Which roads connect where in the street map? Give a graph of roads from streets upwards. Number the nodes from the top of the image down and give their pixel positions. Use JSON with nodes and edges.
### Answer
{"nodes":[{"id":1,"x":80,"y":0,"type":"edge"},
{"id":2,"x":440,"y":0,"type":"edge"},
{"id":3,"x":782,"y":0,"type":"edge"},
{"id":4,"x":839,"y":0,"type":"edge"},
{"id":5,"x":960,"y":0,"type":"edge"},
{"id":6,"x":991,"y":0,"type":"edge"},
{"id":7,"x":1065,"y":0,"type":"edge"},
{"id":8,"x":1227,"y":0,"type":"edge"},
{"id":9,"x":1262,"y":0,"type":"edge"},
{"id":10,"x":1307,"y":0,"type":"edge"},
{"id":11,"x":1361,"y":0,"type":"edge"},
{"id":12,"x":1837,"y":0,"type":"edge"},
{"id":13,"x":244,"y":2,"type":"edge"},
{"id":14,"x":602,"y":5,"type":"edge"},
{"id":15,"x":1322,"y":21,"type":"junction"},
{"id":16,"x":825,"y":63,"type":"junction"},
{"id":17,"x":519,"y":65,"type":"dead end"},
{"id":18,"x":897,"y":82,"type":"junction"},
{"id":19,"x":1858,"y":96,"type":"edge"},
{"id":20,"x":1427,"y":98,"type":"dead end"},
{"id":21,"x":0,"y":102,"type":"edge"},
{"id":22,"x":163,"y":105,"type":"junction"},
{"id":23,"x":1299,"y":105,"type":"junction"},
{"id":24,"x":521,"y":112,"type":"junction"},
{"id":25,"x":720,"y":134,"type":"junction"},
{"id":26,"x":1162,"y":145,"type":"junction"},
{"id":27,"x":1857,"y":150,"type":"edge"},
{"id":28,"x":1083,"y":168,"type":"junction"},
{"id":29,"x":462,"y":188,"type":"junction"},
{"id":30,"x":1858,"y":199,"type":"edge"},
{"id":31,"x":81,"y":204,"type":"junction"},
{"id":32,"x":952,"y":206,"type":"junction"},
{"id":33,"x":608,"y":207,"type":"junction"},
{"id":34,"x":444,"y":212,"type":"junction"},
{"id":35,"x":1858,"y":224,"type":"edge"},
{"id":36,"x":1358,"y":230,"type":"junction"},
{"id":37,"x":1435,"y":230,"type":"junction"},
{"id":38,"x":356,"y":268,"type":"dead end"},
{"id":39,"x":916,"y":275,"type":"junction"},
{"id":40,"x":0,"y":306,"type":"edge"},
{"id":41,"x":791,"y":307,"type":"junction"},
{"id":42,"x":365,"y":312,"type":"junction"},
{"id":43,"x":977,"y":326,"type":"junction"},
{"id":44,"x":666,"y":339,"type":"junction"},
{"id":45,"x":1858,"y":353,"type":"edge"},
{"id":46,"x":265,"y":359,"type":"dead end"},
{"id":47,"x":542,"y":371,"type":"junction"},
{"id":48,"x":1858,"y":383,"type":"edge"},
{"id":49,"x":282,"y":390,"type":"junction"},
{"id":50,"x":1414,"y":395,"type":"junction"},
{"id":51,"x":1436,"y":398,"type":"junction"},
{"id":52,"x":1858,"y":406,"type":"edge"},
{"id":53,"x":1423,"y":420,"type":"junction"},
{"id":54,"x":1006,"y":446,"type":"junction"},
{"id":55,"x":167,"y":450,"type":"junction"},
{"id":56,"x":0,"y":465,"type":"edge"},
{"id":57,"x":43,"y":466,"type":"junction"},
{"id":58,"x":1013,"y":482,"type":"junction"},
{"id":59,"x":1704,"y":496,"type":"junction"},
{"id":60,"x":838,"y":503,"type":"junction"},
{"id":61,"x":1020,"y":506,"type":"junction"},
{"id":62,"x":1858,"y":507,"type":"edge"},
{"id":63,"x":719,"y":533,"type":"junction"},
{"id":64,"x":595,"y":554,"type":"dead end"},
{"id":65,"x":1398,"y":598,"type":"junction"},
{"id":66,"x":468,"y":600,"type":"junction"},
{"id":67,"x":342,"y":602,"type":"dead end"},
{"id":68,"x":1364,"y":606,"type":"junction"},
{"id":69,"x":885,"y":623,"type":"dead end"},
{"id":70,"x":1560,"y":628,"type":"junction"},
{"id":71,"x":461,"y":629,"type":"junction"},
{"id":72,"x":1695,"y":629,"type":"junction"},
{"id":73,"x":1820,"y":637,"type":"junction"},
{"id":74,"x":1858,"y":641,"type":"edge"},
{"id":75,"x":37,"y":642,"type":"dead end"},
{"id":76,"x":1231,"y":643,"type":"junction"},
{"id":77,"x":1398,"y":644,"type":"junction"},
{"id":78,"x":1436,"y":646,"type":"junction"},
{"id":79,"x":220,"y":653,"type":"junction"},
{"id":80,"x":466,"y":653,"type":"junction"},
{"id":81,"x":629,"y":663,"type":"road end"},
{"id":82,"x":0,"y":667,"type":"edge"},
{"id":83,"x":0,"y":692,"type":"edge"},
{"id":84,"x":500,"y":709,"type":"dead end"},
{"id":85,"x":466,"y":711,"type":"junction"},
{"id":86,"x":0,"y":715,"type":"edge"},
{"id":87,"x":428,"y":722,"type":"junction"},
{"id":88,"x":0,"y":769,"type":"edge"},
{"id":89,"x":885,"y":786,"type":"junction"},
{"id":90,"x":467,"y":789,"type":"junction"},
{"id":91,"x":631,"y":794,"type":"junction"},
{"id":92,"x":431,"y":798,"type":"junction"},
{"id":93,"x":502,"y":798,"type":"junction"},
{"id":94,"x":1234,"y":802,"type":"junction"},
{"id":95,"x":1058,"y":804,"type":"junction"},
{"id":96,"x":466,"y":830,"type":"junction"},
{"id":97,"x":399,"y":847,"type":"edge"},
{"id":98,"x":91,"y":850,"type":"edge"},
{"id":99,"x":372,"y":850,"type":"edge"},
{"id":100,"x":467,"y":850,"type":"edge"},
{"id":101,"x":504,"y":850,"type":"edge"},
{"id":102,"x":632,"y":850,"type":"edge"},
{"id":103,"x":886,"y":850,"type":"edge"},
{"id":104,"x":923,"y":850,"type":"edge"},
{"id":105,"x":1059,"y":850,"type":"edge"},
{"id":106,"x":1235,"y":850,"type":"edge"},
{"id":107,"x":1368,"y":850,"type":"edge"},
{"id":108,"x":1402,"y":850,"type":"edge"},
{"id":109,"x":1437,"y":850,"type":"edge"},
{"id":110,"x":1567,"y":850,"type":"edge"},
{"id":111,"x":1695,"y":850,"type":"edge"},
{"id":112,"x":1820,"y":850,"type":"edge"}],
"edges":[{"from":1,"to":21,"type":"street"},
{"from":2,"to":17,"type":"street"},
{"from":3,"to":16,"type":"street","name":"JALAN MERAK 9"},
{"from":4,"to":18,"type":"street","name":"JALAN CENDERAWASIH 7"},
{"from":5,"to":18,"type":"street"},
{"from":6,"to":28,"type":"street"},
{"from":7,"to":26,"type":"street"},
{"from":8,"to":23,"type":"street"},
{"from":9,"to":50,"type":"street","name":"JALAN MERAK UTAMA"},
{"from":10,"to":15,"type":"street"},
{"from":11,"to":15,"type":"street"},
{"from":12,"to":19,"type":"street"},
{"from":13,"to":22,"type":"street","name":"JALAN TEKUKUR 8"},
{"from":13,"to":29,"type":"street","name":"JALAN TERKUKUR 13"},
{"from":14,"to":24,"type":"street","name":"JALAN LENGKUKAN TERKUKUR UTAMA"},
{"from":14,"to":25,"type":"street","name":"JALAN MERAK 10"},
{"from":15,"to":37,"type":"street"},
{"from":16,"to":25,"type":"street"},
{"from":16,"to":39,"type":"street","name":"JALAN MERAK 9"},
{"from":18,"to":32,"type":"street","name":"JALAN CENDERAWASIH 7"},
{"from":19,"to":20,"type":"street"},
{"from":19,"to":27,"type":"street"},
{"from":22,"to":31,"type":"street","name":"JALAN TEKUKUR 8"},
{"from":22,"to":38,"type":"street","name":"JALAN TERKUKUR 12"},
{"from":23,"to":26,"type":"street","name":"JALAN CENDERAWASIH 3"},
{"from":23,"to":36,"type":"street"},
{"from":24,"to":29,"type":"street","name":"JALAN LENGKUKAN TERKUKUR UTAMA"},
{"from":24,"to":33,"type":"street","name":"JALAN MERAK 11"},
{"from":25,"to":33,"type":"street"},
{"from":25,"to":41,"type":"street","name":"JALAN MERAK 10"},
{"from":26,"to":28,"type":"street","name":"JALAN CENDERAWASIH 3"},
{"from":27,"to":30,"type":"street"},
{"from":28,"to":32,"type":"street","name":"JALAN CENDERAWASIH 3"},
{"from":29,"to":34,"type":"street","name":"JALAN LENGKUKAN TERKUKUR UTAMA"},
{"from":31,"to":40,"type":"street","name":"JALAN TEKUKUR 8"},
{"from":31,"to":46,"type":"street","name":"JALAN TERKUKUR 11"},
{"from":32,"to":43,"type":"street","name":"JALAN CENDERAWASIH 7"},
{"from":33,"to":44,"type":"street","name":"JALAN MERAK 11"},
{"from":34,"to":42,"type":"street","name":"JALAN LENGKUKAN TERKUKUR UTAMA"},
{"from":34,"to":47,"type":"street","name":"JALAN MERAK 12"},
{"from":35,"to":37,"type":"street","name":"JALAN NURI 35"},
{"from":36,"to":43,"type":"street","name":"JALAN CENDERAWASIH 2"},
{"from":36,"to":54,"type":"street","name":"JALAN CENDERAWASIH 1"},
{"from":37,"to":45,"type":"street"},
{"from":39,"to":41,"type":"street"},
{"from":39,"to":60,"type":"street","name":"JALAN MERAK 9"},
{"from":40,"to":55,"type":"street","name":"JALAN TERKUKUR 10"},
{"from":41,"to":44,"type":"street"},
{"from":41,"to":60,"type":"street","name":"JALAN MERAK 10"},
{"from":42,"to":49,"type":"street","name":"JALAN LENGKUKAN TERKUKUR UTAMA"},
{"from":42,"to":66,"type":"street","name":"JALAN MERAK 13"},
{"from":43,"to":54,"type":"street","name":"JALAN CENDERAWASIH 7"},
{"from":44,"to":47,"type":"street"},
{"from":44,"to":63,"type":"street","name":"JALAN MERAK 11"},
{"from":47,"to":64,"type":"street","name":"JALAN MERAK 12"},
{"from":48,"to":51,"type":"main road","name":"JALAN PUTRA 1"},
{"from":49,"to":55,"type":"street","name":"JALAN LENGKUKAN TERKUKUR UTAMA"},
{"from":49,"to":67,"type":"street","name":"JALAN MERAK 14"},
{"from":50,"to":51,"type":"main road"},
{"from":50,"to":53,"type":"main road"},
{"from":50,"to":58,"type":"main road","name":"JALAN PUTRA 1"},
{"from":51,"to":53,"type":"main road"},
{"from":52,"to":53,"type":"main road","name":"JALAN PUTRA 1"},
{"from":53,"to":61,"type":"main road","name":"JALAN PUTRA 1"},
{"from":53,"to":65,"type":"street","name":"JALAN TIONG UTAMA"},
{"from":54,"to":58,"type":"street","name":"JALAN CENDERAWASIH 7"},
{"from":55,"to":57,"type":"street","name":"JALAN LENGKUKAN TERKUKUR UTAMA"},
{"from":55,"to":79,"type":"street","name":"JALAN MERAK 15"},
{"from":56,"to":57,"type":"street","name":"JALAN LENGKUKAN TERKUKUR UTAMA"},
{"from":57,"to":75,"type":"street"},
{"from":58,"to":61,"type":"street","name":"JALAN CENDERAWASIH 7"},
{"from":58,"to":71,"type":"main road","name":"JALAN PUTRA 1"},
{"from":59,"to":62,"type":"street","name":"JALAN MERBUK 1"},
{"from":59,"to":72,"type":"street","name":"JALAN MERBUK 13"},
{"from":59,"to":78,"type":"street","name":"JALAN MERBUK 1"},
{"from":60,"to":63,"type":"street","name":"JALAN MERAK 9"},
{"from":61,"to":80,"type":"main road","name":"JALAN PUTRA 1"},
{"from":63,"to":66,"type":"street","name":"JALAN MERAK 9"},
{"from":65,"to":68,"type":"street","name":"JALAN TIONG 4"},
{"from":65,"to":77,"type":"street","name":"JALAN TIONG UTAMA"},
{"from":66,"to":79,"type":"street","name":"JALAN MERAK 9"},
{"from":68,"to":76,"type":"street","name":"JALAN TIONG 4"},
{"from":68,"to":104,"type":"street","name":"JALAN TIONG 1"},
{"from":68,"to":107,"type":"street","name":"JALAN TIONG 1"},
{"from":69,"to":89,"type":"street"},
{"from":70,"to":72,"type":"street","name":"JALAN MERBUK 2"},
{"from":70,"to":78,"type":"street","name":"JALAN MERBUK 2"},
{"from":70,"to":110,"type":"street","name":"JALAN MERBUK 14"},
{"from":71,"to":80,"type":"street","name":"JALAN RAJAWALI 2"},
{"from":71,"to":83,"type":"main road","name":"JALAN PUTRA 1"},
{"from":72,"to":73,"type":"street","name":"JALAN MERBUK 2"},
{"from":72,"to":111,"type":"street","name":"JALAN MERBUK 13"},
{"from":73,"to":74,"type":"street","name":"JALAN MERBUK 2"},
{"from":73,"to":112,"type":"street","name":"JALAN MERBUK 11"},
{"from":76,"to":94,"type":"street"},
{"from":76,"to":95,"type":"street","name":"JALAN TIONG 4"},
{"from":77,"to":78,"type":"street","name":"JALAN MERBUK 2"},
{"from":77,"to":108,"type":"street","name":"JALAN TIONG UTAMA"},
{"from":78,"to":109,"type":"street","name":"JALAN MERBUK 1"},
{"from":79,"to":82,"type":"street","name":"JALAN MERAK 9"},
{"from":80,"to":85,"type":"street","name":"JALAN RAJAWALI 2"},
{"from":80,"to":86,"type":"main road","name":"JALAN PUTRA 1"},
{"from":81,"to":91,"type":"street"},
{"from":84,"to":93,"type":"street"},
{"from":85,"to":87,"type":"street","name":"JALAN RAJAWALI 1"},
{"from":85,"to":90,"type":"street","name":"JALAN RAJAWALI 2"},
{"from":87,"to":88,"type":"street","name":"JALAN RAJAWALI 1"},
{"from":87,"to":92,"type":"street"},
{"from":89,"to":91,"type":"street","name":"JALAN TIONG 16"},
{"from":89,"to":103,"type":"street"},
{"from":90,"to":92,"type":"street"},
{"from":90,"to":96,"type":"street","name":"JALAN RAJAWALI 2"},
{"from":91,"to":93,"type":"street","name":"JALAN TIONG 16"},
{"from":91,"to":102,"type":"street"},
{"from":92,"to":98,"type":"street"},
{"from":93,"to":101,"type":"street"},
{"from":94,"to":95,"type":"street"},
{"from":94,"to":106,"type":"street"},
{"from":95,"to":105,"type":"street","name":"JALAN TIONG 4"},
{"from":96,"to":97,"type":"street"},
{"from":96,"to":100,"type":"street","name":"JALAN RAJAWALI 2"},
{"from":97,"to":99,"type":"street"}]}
================
**Work to complete**
Which lines of the data include the word "TIONG"? Copy each one.

**Written solution**
{"from":53,"to":65,"type":"street","name":"JALAN TIONG UTAMA"},
{"from":65,"to":68,"type":"street","name":"JALAN TIONG 4"},
{"from":65,"to":77,"type":"street","name":"JALAN TIONG UTAMA"},
{"from":68,"to":76,"type":"street","name":"JALAN TIONG 4"},
{"from":68,"to":104,"type":"street","name":"JALAN TIONG 1"},
{"from":68,"to":107,"type":"street","name":"JALAN TIONG 1"},
{"from":76,"to":95,"type":"street","name":"JALAN TIONG 4"},
{"from":77,"to":108,"type":"street","name":"JALAN TIONG UTAMA"},
{"from":89,"to":91,"type":"street","name":"JALAN TIONG 16"},
{"from":91,"to":93,"type":"street","name":"JALAN TIONG 16"},
{"from":95,"to":105,"type":"street","name":"JALAN TIONG 4"},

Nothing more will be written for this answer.